During the battle that lasted several hours, men of the Argyll and Sutherland Highlanders carried out the first bayonet charge by British troops since the Falklands conflict 22 years ago.
The young soldier is believed to be from the Princess of Wales's Royal Regiment, whose units have been supporting the Argylls around Amara in southern Iraq.
On 15 May, a patrol of vehicles was setting out to resupply one of the British outposts south of Amara when it was attacked on three sides by the Army of the Mehdi, the militia loyal to the radical cleric Muqtada al-Sadr.
"It was a very well prepared ambush. In all there were at least 160 militia men involved," said a military source close to the regiment yesterday. As the British convoy came under attack, a rapid reaction force supplied by the Princess of Wales Regiment was mobilised and rushed to the area.
The vehicles were then attacked from a second position where a roadblock had been set up to trap any British troops trying to make a getaway from the first ambush position. According to reports from the ground the young driver decided to crash the roadblock though his vehicle, believed to be a personnel carrier, was ablaze and its commander and crew were injured.
Though still being hit by machine-gun and rocket-propelled grenades, the driver succeeded in crashing through the barrier and led the way for the rest of the convoy to get to safety. He then unloaded the wounded and made sure they were tended by medical orderlies before remounting his burning vehicle and driving it to where it could cause little harm if the fuel and ammunition still aboard blew up.
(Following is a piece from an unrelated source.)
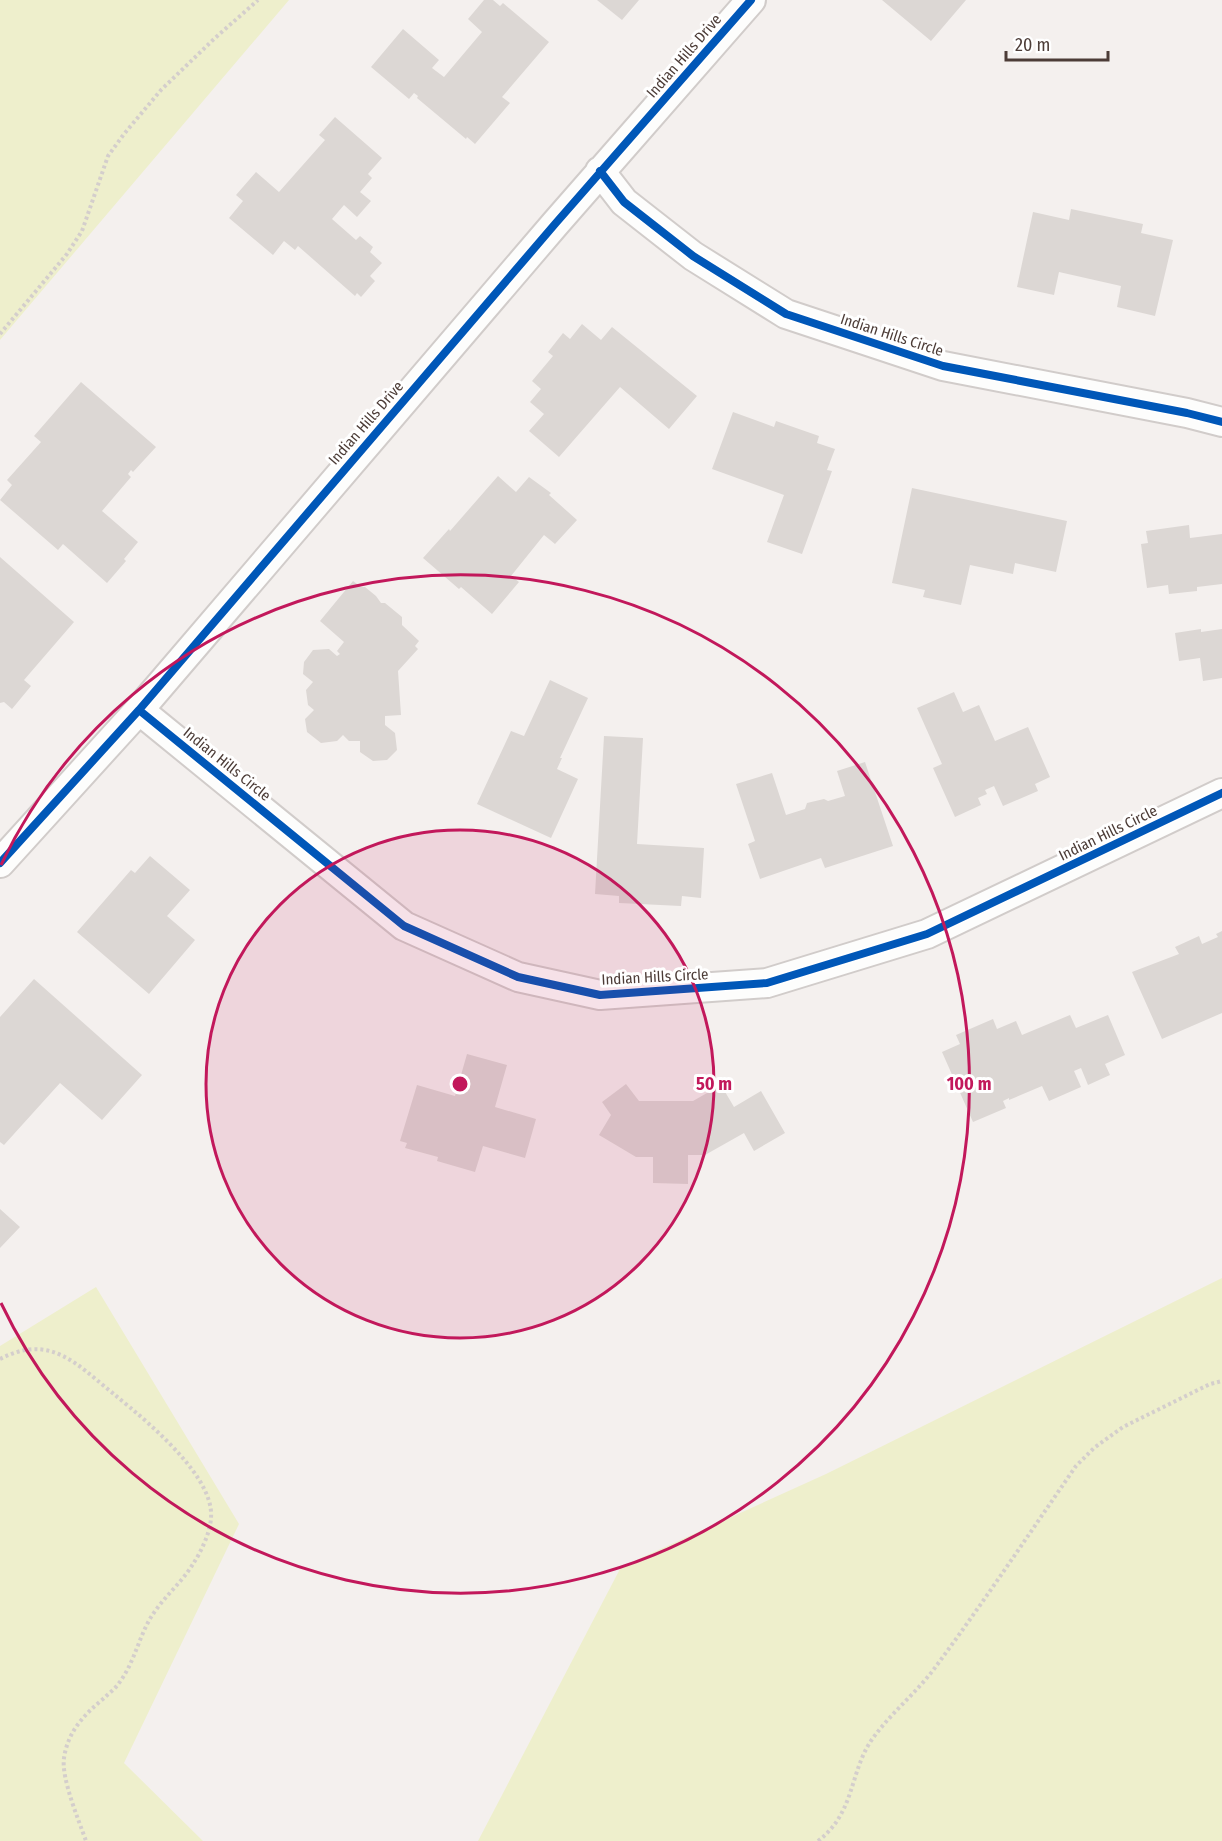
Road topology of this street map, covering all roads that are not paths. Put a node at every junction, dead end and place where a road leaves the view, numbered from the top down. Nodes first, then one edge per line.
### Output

He drew a fire extinguisher to tackle the blaze before he was taken away to have his own wounds treated.
When a platoon of Argylls still trapped in the first ambush position ran out of ammunition, they then carried out a bayonet charge to clear their positions.
No Victoria Crosses have been awarded since those won by Staff Sergeant Ian MacKay and Lt-Col Herbert Jones in the Falklands in 1982.
According to sources in Iraq the young driver's performance fulfils all the criteria. The name of the young soldier is being withheld by the Army.